Sunday, September 25, 2005

Windows 98

Wow...I knew that Windows 98 was screwed up, but I didn't know it was this bad.


"In addition to containing a large clump of old 16-bit assembly code in the kernel, Windows 98 had two other serious problems. First, although it was a multiprogramming system, the kernel itself was not reentrant. If a process was busy manipulating some kernel data structure and then suddenly its quantum ran out and another process started running, the new process might find the data structure in an inconsistent state. To prevent this type of problem, after entering the kernel, most processes first acquired a giant mutex covering the whole system before doing anything. While this approach eliminated potential inconsistencies, it also eliminated much of the value of multiprogramming since processes were frequently forced to wait for unrelated processes to leave the kernel before they could enter it.

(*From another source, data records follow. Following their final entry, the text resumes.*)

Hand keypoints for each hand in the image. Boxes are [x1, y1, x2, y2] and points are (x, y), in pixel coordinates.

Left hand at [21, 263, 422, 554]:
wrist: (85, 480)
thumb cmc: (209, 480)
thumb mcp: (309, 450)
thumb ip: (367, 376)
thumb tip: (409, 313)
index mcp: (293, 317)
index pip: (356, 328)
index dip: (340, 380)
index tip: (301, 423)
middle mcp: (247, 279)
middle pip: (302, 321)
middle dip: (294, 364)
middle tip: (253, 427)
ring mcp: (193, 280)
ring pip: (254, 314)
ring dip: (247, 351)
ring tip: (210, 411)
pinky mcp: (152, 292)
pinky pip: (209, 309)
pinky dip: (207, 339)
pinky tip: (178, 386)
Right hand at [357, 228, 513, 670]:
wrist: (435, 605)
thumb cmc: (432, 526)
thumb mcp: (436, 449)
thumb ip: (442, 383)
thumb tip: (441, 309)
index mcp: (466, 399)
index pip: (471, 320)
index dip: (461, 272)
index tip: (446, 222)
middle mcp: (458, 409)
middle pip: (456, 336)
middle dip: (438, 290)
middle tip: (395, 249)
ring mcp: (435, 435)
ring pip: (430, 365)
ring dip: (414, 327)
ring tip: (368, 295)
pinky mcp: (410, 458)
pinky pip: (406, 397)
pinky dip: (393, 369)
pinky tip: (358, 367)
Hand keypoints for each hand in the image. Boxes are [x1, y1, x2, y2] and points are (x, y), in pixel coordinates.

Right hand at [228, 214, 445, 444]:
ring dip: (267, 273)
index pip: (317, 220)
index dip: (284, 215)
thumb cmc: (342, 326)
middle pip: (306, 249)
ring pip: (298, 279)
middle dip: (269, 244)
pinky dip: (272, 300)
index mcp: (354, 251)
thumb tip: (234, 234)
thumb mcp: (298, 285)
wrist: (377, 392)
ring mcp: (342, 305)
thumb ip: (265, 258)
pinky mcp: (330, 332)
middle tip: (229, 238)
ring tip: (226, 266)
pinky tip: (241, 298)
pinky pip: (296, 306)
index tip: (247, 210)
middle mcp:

Second, each Windows 98 process had a 4-GB virtual address space. Of this, 2 GB was completely private to the process. However, the next 1 GB was shared (writably)among all other processes in the system. The bottom 1 MB was also shared among all processes to allow them to access the MS-DOS interrupt vectors. This sharing facility was used heavily by most Windows 98 applications. As a consequence, a bug in one program could wipe out key data structures used by unrelated processes, leading to them all crashing. Worse yet, the last 1 GB was shared (writably) with the kernel and contained some critical kernel data structures. Any rogue program that overwrote these data structures with garbage could bring down the system. The obvious solution of not putting kernel data structures in user space was not possible because this feature was essential to making old MS-DOS programs work under Windows 98."


It's amazing how much bad design was forced on users just to preserve a little bit of backwards-compatibility for MS-DOS applications. By the way, that passage is taken from Andrew Tannenbaum's Modern Operating Systems.